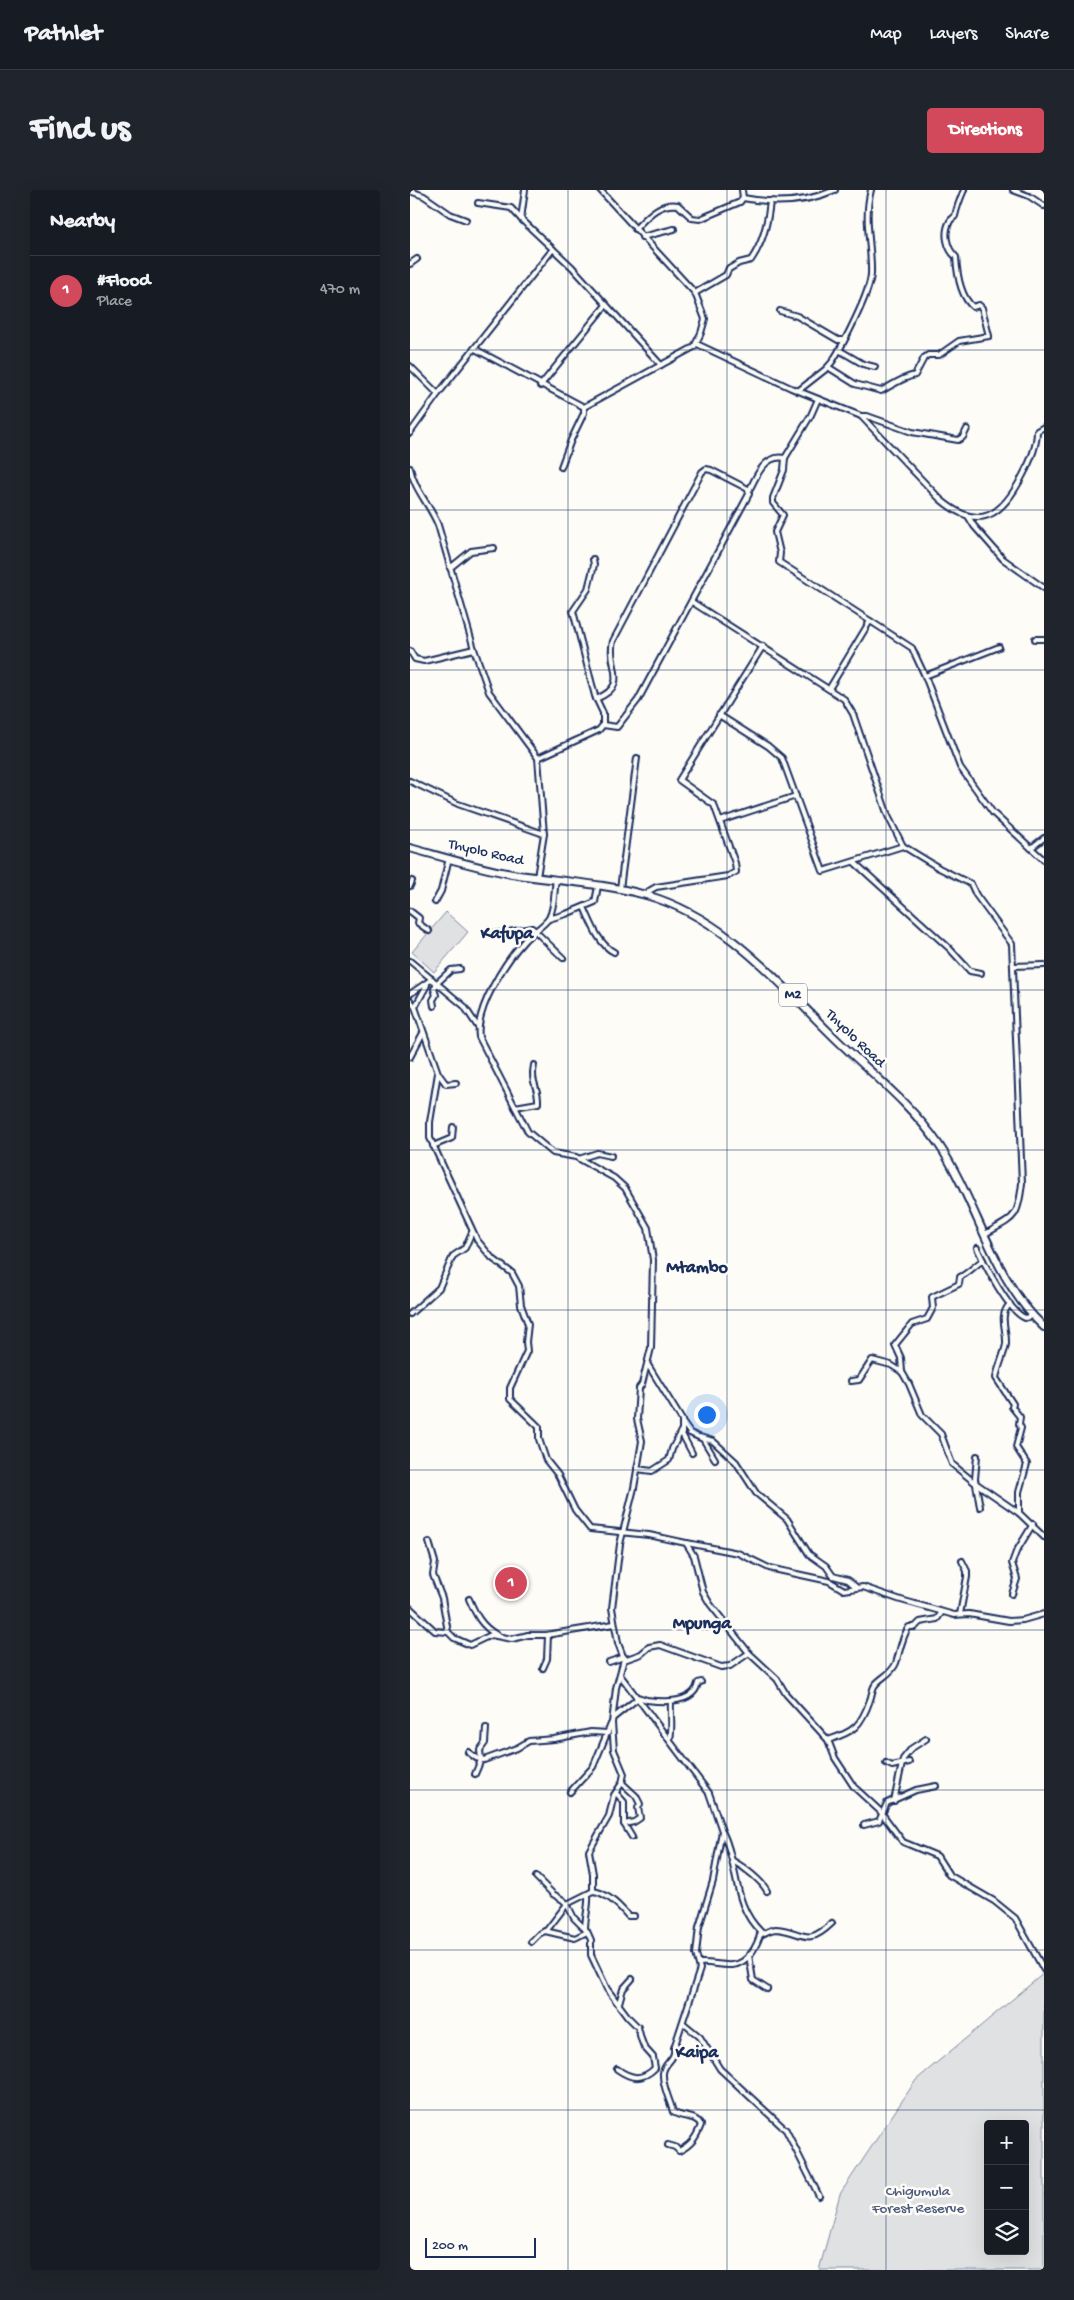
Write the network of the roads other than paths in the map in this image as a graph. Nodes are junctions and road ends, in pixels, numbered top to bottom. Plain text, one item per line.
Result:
* * *
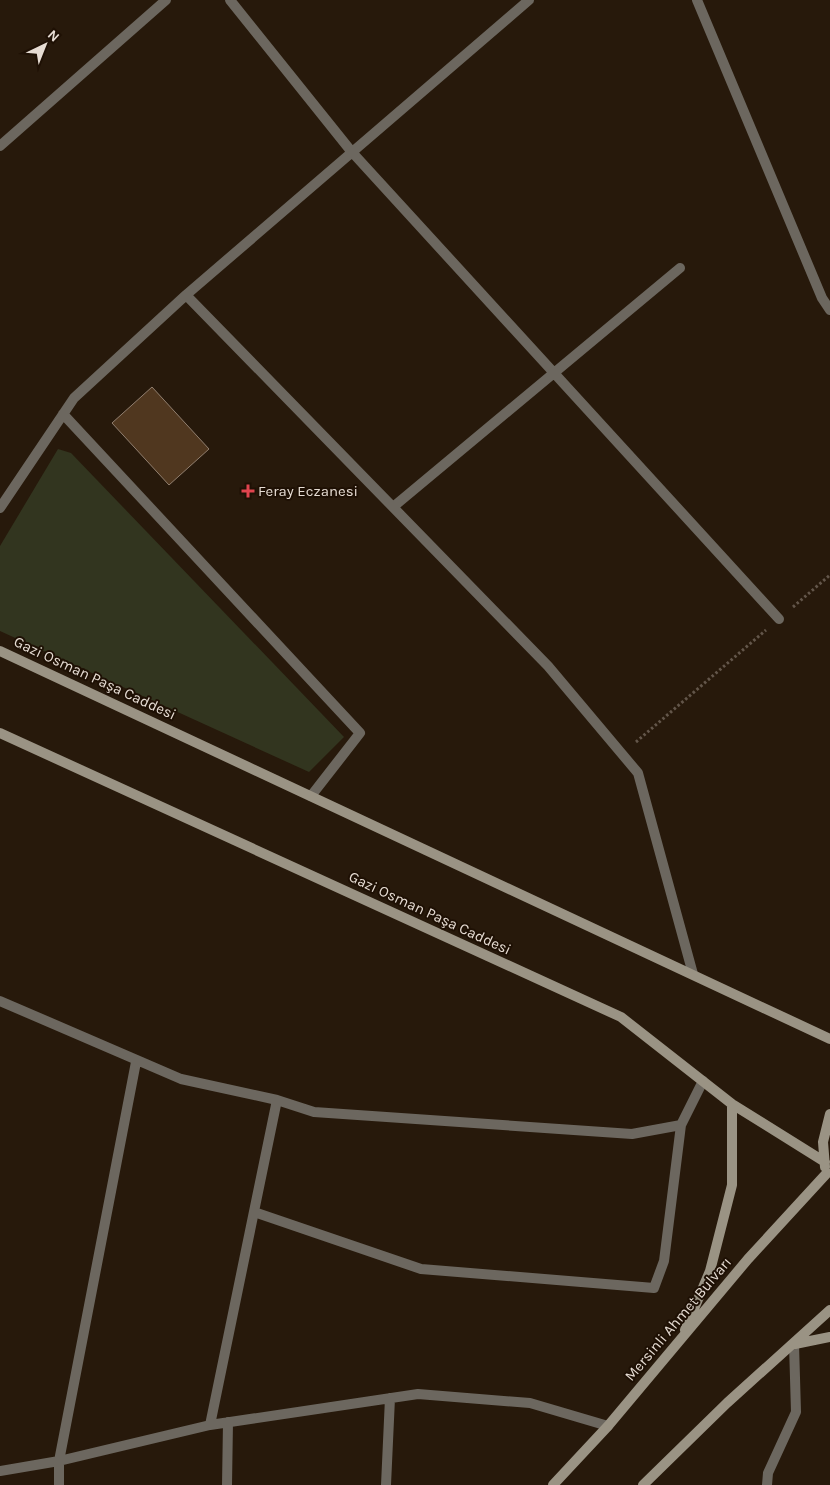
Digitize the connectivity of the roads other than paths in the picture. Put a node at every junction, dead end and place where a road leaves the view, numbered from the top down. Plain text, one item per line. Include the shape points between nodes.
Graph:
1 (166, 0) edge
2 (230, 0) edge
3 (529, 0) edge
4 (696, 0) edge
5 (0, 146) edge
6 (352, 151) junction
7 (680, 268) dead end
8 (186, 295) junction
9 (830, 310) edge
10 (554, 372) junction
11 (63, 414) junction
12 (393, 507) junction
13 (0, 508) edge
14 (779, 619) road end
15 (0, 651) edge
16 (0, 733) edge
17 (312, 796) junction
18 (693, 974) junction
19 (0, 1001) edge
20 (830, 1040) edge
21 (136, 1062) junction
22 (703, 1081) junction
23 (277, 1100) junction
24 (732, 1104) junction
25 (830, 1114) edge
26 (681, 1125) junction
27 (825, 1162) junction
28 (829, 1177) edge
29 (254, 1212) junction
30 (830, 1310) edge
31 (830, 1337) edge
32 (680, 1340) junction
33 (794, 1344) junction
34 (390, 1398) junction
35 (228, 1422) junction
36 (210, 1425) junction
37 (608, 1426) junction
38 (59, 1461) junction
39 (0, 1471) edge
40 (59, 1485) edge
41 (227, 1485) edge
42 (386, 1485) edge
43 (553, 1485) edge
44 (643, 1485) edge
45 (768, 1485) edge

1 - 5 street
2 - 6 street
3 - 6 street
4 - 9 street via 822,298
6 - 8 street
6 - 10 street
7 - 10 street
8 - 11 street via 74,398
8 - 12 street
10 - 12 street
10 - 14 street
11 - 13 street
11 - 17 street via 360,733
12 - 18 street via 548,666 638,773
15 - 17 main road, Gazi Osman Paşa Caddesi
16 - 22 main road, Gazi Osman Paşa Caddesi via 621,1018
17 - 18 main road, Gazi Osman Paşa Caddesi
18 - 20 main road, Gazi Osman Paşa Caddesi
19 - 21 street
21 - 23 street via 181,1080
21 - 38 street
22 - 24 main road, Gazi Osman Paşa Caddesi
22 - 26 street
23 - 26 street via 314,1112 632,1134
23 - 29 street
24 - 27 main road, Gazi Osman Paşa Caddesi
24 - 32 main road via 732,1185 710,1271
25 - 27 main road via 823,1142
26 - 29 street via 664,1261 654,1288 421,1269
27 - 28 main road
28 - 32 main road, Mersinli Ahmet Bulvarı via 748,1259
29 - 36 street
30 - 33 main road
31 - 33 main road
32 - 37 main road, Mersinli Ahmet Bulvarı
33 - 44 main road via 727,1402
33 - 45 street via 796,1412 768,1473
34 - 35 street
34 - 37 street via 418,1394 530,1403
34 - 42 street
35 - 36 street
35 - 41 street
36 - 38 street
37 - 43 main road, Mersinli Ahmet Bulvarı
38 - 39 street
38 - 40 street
--
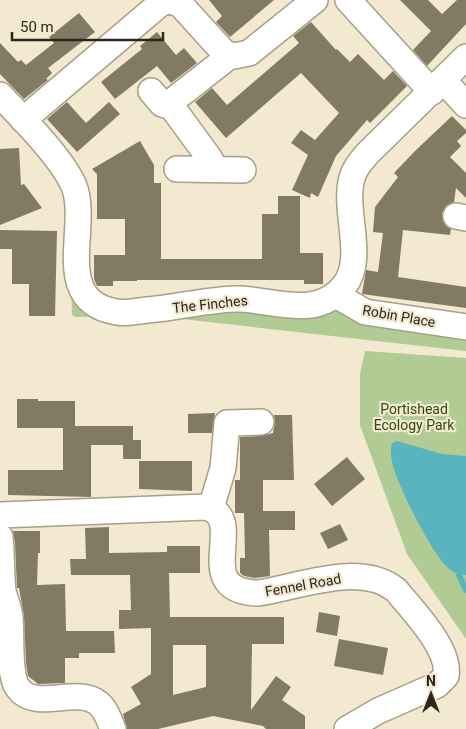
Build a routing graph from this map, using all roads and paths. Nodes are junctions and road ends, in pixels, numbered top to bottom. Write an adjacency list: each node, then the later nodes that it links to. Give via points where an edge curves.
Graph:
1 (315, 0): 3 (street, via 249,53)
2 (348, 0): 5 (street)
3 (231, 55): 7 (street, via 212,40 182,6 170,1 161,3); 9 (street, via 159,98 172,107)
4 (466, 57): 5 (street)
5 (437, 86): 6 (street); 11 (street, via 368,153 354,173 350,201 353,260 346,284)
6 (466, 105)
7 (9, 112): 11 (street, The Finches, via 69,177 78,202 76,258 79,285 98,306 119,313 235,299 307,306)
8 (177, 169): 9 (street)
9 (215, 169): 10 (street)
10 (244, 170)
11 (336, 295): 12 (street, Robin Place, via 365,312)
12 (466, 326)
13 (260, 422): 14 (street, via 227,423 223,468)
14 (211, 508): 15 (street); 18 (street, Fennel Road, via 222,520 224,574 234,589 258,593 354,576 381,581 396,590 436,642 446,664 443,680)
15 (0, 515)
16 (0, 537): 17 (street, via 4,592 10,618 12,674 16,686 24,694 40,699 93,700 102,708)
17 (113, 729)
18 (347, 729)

▶ _EXERCISE_
Copy each line in the entries above where the word "paths" shows up.

▶ _ANSWER AREA_
Write the network of the roads other than paths in the map in this image as a graph. Nodes are junctions and road ends, in pixels, numbered top to bottom. Plain text, one item per line.
Digitize the connectivity of the roads other than paths in the picture. Put a node at every junction, dead end and place where a road leaves the view, numbered from the top down. Plain text, one item per line. Include the shape points between nodes.
Build a routing graph from this map, using all roads and paths. Nodes are junctions and road ends, in pixels, numbered top to bottom. Write an adjacency list: each node, then the later nodes that it links to. Give via points where an edge curves.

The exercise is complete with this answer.